* [Data extract]
== Segment start ==

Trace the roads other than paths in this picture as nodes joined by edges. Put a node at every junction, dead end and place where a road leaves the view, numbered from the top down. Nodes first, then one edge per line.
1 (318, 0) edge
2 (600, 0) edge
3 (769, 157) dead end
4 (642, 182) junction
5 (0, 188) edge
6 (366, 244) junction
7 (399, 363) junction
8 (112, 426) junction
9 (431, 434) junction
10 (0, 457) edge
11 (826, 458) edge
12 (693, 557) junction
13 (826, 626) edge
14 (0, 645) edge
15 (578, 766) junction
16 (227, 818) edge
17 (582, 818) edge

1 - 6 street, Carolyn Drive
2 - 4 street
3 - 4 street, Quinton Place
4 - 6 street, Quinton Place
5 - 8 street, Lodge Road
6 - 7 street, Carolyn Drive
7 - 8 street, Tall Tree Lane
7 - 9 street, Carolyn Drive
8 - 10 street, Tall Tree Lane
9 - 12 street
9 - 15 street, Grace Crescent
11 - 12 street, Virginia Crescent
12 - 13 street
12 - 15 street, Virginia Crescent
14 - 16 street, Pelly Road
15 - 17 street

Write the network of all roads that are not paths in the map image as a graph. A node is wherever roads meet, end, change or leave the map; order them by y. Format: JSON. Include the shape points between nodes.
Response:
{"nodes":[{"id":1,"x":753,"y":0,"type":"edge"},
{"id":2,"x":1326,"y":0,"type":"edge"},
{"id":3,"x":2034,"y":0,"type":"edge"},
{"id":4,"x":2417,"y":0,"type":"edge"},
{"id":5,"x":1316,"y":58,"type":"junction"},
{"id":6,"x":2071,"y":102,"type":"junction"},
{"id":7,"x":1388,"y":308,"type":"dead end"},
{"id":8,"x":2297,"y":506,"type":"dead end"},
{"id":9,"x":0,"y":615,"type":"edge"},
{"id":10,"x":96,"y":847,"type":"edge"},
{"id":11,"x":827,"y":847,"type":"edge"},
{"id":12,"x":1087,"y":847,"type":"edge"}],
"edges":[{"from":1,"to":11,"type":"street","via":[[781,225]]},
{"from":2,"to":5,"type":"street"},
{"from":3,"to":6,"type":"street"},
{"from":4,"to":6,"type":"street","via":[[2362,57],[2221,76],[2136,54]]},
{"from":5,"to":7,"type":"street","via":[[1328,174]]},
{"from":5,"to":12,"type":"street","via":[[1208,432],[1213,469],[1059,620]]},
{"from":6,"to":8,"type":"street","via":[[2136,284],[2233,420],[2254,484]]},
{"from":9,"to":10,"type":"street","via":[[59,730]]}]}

== Segment end ==
== Segment start ==

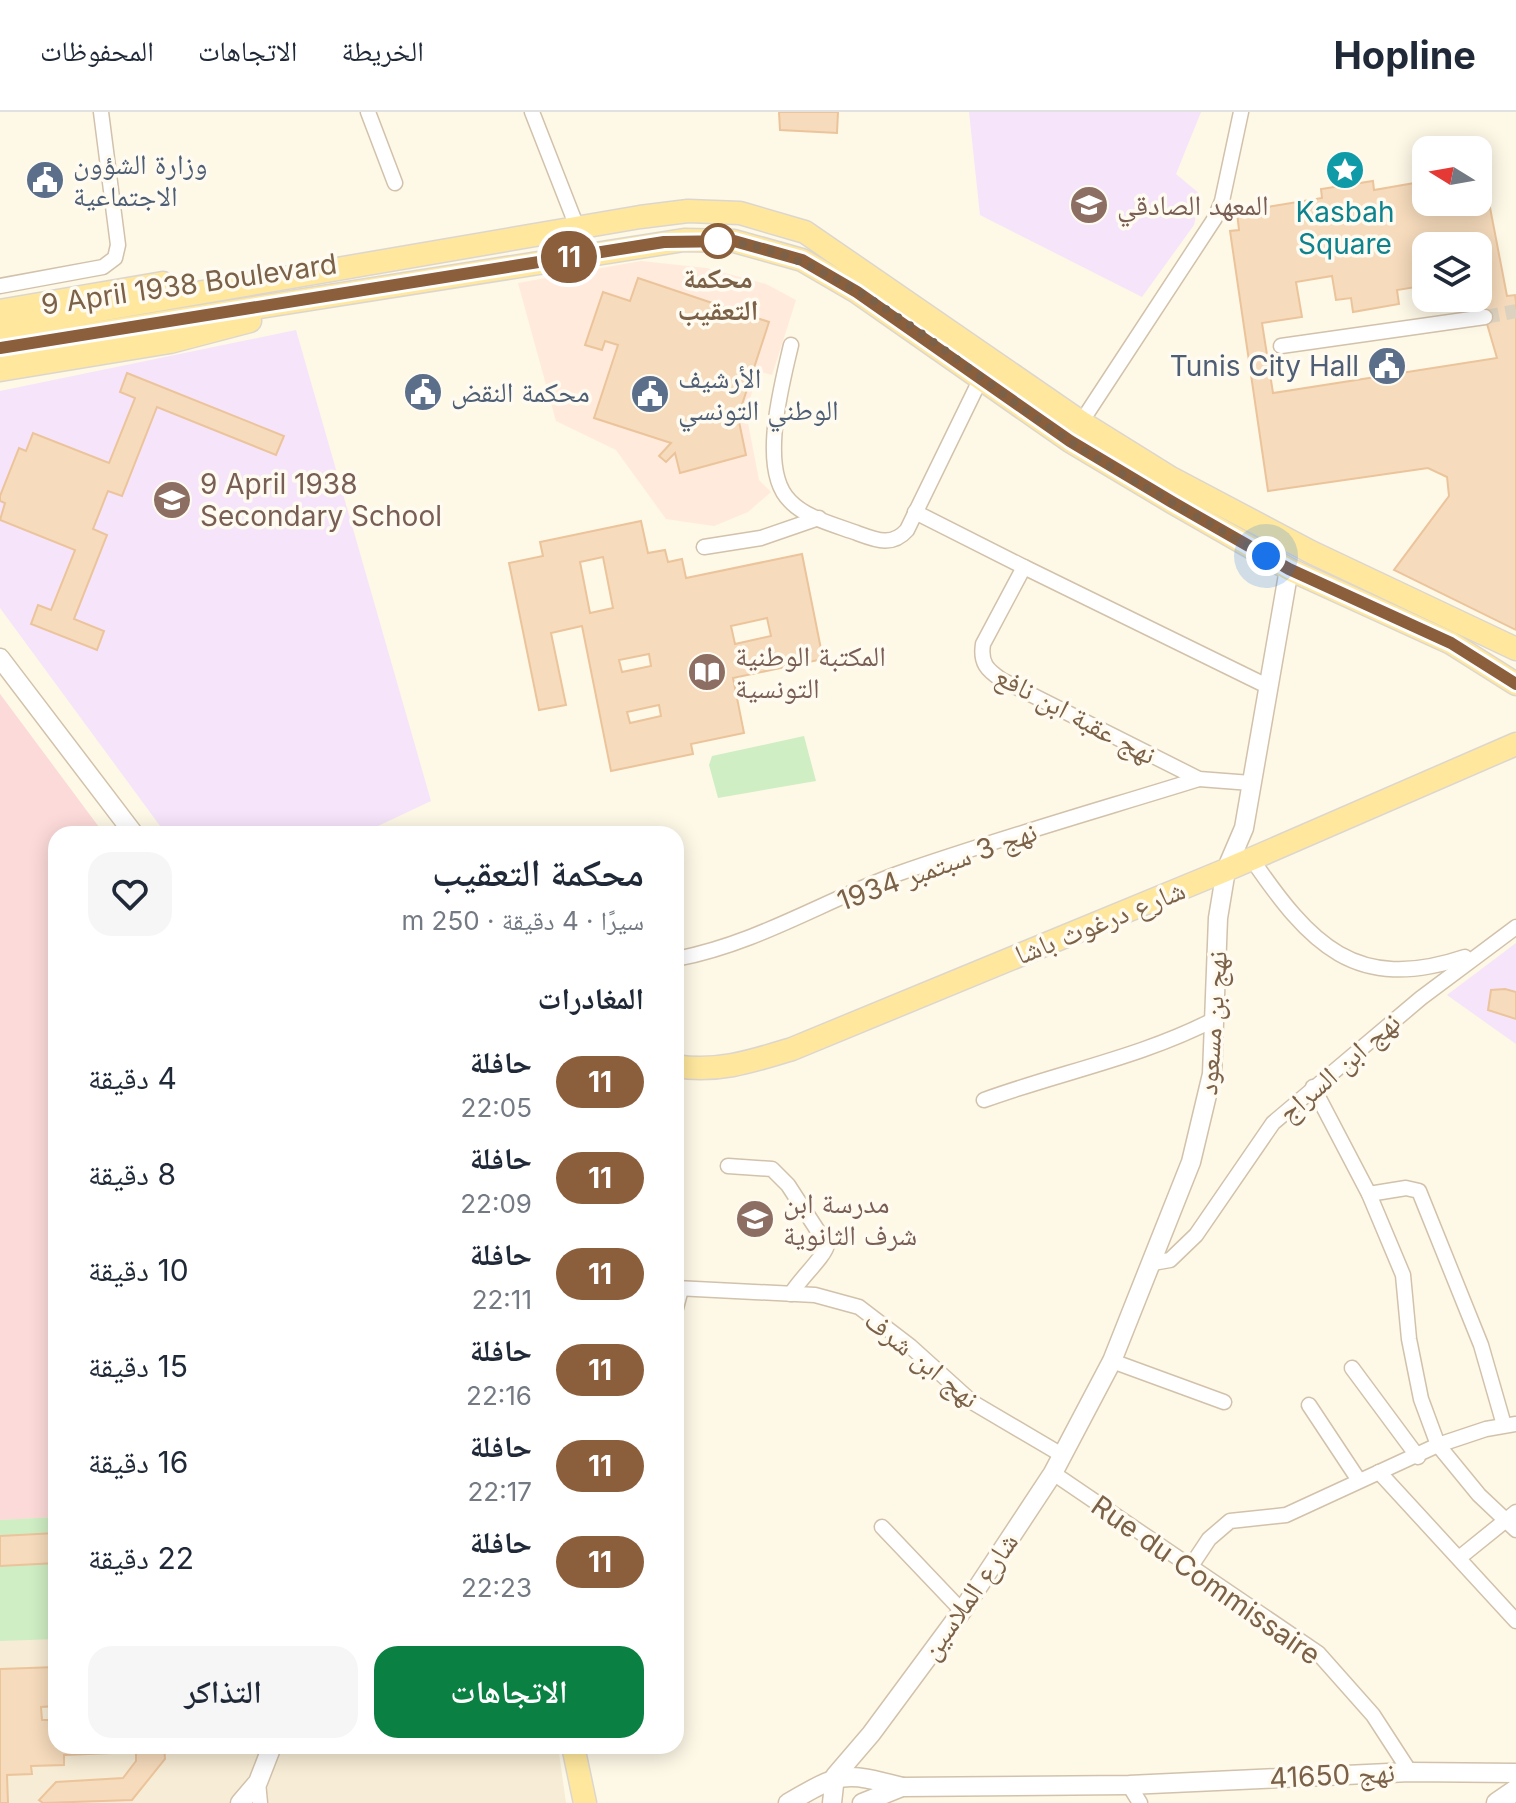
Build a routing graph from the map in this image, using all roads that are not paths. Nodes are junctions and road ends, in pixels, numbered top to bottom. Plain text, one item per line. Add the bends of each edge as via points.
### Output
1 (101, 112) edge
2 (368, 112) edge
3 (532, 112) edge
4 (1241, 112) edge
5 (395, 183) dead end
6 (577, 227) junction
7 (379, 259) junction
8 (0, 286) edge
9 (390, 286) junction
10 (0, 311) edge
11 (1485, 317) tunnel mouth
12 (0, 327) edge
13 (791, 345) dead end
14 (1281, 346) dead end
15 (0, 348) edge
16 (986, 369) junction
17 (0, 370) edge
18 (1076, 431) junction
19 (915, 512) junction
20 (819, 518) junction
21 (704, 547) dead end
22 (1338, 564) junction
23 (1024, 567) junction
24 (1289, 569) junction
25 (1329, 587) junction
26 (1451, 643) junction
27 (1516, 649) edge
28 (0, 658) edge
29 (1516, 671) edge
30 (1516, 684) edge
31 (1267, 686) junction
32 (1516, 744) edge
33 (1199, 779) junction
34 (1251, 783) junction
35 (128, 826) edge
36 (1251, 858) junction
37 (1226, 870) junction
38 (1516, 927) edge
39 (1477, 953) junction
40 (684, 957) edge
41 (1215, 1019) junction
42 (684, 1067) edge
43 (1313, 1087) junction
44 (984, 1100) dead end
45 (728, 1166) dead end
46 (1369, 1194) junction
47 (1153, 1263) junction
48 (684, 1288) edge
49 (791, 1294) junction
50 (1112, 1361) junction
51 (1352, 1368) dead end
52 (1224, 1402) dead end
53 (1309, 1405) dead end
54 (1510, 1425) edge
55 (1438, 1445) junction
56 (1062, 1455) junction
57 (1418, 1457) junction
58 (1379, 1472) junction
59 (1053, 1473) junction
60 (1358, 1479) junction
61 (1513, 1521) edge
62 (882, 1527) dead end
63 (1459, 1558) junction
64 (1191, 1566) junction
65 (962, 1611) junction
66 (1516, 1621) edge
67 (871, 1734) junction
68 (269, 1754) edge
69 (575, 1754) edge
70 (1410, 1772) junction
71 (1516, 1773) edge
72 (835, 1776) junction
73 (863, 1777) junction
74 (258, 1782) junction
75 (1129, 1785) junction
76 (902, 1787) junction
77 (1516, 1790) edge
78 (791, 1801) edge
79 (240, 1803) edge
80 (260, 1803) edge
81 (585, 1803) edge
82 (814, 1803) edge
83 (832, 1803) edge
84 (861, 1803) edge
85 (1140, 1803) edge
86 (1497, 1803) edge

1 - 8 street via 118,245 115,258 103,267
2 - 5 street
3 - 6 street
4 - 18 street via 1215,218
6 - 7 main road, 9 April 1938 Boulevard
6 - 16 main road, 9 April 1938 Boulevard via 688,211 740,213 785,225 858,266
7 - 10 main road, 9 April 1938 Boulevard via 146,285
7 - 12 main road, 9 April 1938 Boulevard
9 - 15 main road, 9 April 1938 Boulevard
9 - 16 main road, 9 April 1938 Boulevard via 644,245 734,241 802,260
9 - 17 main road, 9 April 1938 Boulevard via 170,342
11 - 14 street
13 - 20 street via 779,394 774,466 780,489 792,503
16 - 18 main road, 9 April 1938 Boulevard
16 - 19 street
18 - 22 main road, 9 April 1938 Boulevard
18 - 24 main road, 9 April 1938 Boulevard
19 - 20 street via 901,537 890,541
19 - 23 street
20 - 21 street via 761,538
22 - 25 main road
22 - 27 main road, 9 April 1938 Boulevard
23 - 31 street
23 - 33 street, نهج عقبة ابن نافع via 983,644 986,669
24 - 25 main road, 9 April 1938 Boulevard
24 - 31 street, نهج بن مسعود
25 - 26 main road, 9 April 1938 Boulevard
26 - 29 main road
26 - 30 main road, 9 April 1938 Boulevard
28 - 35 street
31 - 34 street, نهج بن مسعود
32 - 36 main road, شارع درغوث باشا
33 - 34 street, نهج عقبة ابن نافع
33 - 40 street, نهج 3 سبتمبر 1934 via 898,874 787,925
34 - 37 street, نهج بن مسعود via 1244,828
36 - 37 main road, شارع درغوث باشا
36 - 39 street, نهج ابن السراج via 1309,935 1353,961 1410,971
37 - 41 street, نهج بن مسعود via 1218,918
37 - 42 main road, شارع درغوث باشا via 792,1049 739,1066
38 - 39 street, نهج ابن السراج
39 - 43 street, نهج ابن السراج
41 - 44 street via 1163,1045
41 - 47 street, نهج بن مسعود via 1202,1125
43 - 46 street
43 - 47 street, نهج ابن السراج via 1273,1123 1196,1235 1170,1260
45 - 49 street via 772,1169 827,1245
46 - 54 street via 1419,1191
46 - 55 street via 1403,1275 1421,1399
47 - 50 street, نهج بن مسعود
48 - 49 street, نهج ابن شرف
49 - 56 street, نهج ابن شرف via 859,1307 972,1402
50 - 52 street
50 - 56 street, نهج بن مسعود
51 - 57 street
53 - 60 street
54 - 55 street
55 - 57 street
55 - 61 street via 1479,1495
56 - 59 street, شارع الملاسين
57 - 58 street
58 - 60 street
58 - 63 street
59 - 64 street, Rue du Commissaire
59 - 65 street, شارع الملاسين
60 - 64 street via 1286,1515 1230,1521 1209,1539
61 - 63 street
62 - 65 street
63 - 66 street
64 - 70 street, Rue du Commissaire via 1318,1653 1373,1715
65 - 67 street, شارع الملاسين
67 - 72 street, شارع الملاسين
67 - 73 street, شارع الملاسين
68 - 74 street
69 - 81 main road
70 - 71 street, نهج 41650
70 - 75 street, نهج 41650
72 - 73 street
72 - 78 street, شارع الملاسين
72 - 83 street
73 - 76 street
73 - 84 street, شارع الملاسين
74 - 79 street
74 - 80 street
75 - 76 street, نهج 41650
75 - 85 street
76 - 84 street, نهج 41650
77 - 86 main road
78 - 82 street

== Segment end ==
== Segment start ==

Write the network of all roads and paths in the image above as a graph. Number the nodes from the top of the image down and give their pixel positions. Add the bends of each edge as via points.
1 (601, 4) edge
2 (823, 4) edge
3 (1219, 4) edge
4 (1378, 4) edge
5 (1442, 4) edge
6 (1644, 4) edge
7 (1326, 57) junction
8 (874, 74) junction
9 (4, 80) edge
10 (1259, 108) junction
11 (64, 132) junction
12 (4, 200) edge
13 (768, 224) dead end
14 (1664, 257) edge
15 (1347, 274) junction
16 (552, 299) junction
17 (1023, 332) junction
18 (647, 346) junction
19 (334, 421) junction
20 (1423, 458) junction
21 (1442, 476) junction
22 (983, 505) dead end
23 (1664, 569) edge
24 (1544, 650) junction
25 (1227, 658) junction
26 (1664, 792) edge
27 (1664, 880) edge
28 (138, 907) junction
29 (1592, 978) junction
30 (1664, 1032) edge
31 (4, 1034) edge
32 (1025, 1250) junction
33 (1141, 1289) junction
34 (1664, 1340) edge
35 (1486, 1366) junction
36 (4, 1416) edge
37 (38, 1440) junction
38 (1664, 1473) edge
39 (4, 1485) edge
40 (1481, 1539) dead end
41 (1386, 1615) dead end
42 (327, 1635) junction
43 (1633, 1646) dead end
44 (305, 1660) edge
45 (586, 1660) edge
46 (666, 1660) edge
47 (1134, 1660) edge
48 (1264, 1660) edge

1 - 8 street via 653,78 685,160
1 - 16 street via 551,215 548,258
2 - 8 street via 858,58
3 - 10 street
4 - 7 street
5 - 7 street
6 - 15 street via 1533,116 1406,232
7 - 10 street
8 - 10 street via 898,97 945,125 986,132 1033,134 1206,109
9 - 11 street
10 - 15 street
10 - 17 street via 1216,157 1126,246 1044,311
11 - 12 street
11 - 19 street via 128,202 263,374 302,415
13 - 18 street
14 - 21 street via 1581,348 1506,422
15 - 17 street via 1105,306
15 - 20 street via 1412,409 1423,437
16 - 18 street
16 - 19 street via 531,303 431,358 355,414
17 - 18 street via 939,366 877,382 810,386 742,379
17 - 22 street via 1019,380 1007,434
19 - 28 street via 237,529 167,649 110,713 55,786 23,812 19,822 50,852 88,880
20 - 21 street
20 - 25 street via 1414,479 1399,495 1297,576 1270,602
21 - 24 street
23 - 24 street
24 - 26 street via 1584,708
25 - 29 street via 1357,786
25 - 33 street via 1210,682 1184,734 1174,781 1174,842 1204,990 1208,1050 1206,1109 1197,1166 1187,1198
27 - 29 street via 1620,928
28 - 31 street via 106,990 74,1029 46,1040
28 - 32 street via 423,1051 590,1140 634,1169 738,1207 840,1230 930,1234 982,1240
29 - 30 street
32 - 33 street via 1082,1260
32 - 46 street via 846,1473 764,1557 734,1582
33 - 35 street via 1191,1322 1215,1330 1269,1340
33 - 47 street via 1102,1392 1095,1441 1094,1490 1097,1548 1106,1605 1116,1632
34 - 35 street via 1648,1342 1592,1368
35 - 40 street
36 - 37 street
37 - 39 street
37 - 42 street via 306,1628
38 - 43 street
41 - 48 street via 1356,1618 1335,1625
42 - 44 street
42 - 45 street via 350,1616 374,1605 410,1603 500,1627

== Segment end ==

* [Exercise requirements]
Reproduce only the lines above, starting at the line with "Trace the roads" and ending at the line with "Write the network of all roads that", exactly as written.

* [Completed task]
Trace the roads other than paths in this picture as nodes joined by edges. Put a node at every junction, dead end and place where a road leaves the view, numbered from the top down. Nodes first, then one edge per line.
1 (318, 0) edge
2 (600, 0) edge
3 (769, 157) dead end
4 (642, 182) junction
5 (0, 188) edge
6 (366, 244) junction
7 (399, 363) junction
8 (112, 426) junction
9 (431, 434) junction
10 (0, 457) edge
11 (826, 458) edge
12 (693, 557) junction
13 (826, 626) edge
14 (0, 645) edge
15 (578, 766) junction
16 (227, 818) edge
17 (582, 818) edge

1 - 6 street, Carolyn Drive
2 - 4 street
3 - 4 street, Quinton Place
4 - 6 street, Quinton Place
5 - 8 street, Lodge Road
6 - 7 street, Carolyn Drive
7 - 8 street, Tall Tree Lane
7 - 9 street, Carolyn Drive
8 - 10 street, Tall Tree Lane
9 - 12 street
9 - 15 street, Grace Crescent
11 - 12 street, Virginia Crescent
12 - 13 street
12 - 15 street, Virginia Crescent
14 - 16 street, Pelly Road
15 - 17 street

Write the network of all roads that are not paths in the map image as a graph. A node is wherever roads meet, end, change or leave the map; order them by y. Format: JSON. Include the shape points between nodes.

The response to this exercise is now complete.